→ **What the task requires**: Report each line of the data below in which "Mohammedwadi" appears.

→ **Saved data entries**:
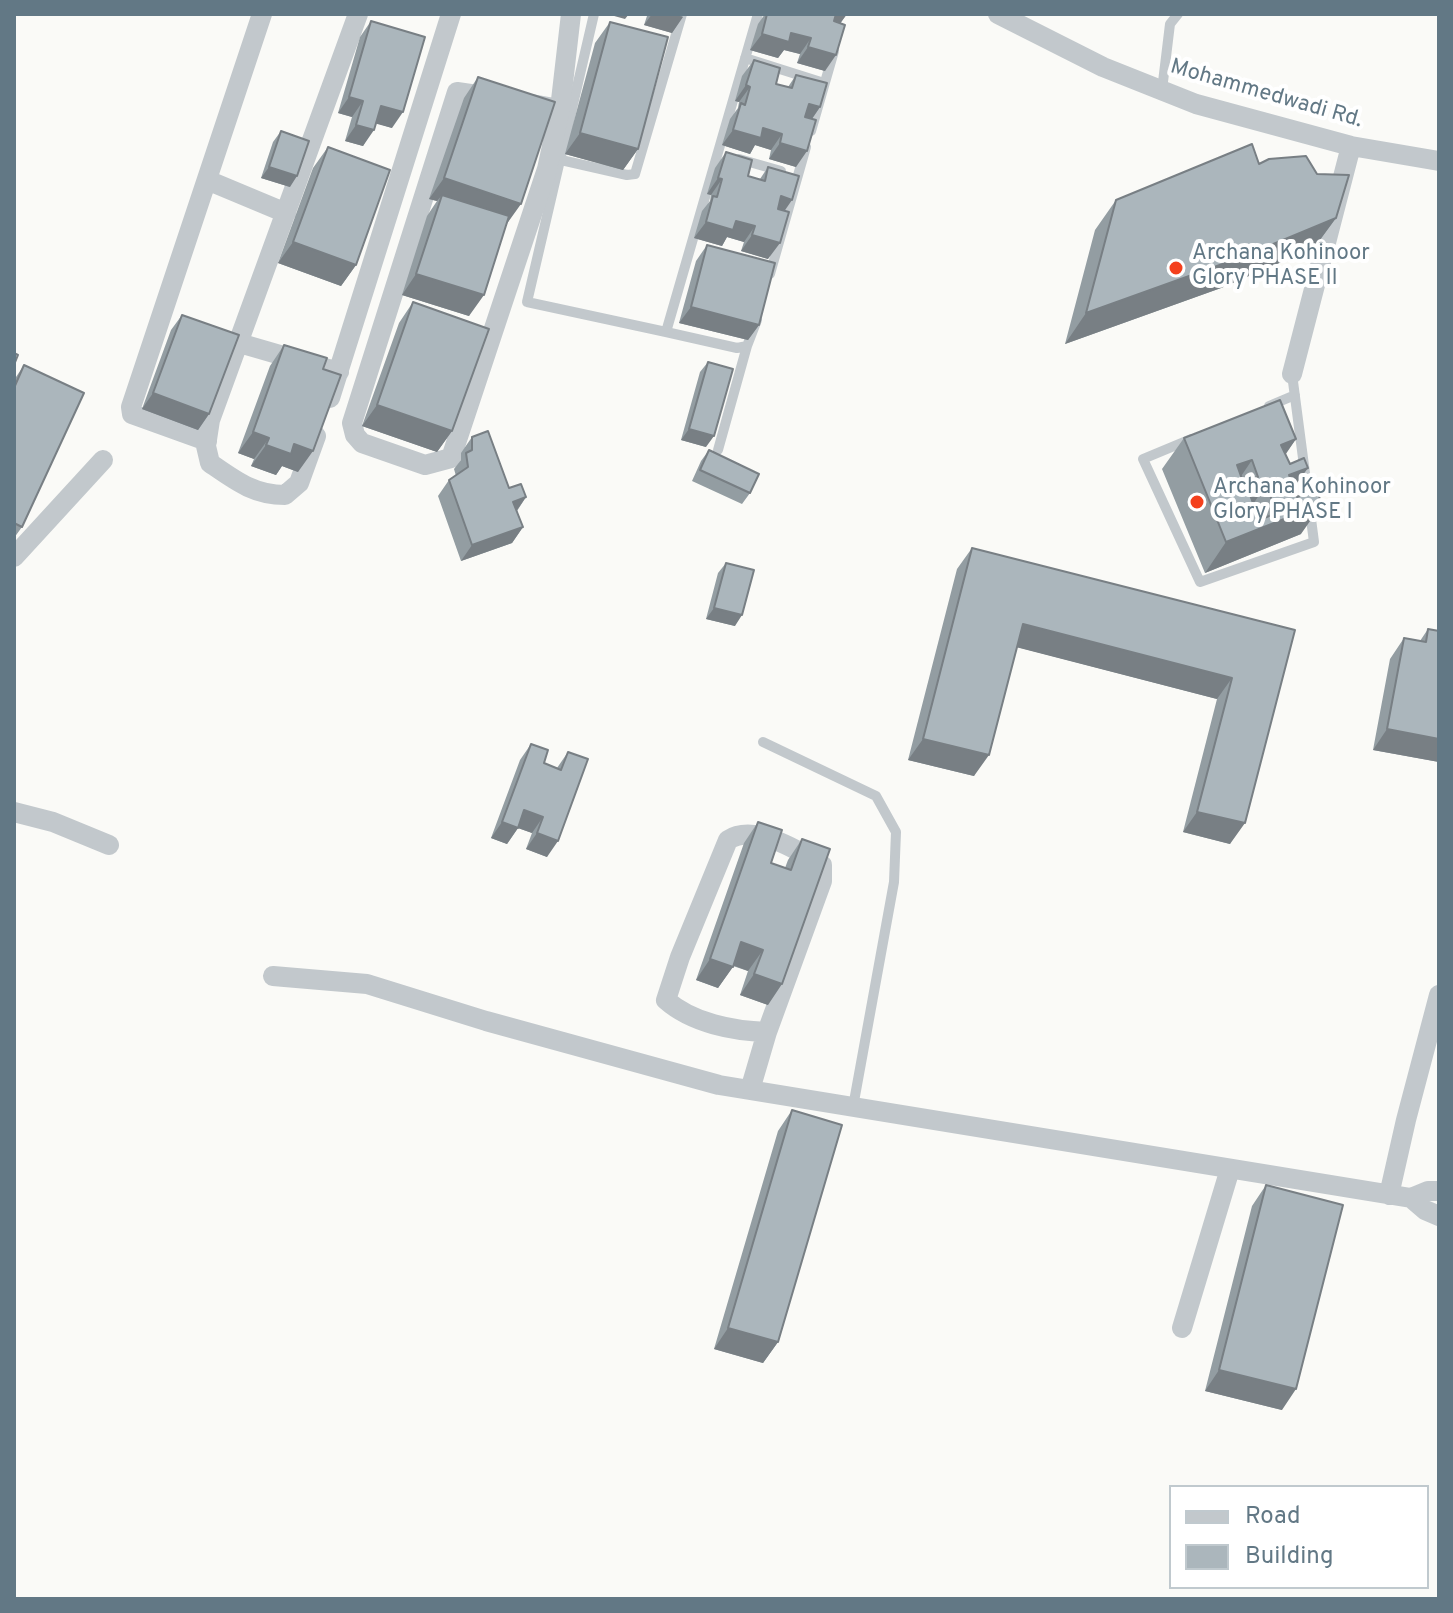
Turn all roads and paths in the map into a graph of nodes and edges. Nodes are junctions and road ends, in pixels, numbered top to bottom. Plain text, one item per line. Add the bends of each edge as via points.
1 (262, 14) edge
2 (451, 14) edge
3 (571, 14) edge
4 (682, 14) edge
5 (758, 14) edge
6 (998, 14) edge
7 (1178, 14) edge
8 (592, 19) edge
9 (361, 20) edge
10 (605, 27) edge
11 (836, 41) edge
12 (659, 42) edge
13 (673, 45) junction
14 (745, 58) junction
15 (824, 83) junction
16 (1162, 90) junction
17 (560, 109) junction
18 (1351, 146) junction
19 (718, 152) junction
20 (561, 160) junction
21 (1439, 161) edge
22 (798, 176) junction
23 (207, 180) junction
24 (286, 213) junction
25 (691, 245) junction
26 (704, 249) edge
27 (758, 264) edge
28 (772, 267) junction
29 (768, 282) edge
30 (760, 311) edge
31 (666, 332) junction
32 (239, 343) junction
33 (747, 346) junction
34 (339, 372) junction
35 (1293, 385) junction
36 (1253, 412) edge
37 (1198, 436) edge
38 (207, 441) junction
39 (718, 450) edge
40 (103, 460) dead end
41 (14, 557) edge
42 (763, 742) dead end
43 (14, 812) edge
44 (109, 845) dead end
45 (273, 976) dead end
46 (1439, 995) edge
47 (767, 1032) junction
48 (750, 1090) junction
49 (853, 1107) junction
50 (1230, 1169) junction
51 (1439, 1191) edge
52 (1389, 1195) junction
53 (1411, 1198) junction
54 (1439, 1216) edge
55 (1182, 1328) dead end

1 - 23 street
2 - 34 street via 434,45
3 - 17 street
4 - 13 lane
5 - 14 lane
6 - 16 street, Mohammedwadi Rd.
7 - 16 lane via 1170,24
8 - 10 lane
8 - 20 lane
9 - 24 street
11 - 15 lane
12 - 13 lane
13 - 20 lane via 635,174
14 - 15 lane
14 - 19 lane
15 - 22 lane
16 - 18 street, Mohammedwadi Rd.
17 - 17 street via 547,169 451,458 425,465 362,443 352,423 457,92
18 - 21 street, Mohammedwadi Rd.
18 - 35 street
19 - 22 lane
19 - 25 lane
20 - 31 lane via 527,302
22 - 28 lane
23 - 24 street
23 - 38 street via 131,407 132,414
24 - 32 street
25 - 26 lane
25 - 31 lane
27 - 28 lane
28 - 29 lane
30 - 33 lane
31 - 33 lane
32 - 34 street
32 - 38 street
33 - 39 lane
34 - 38 street via 299,483 285,495 265,495 210,463
35 - 36 lane
35 - 37 lane via 1314,542 1200,582 1143,459
40 - 41 street
42 - 49 lane via 876,796 896,832 894,882
43 - 44 street
45 - 48 street via 367,984
46 - 52 street
47 - 47 street via 822,881 822,865 799,850 749,832 728,840 666,1000 680,1013 742,1031
47 - 48 street
48 - 49 street
49 - 50 street
50 - 52 street
50 - 55 street
51 - 53 street
52 - 53 street
53 - 54 street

→ **Your solution**:
6 - 16 street, Mohammedwadi Rd.
16 - 18 street, Mohammedwadi Rd.
18 - 21 street, Mohammedwadi Rd.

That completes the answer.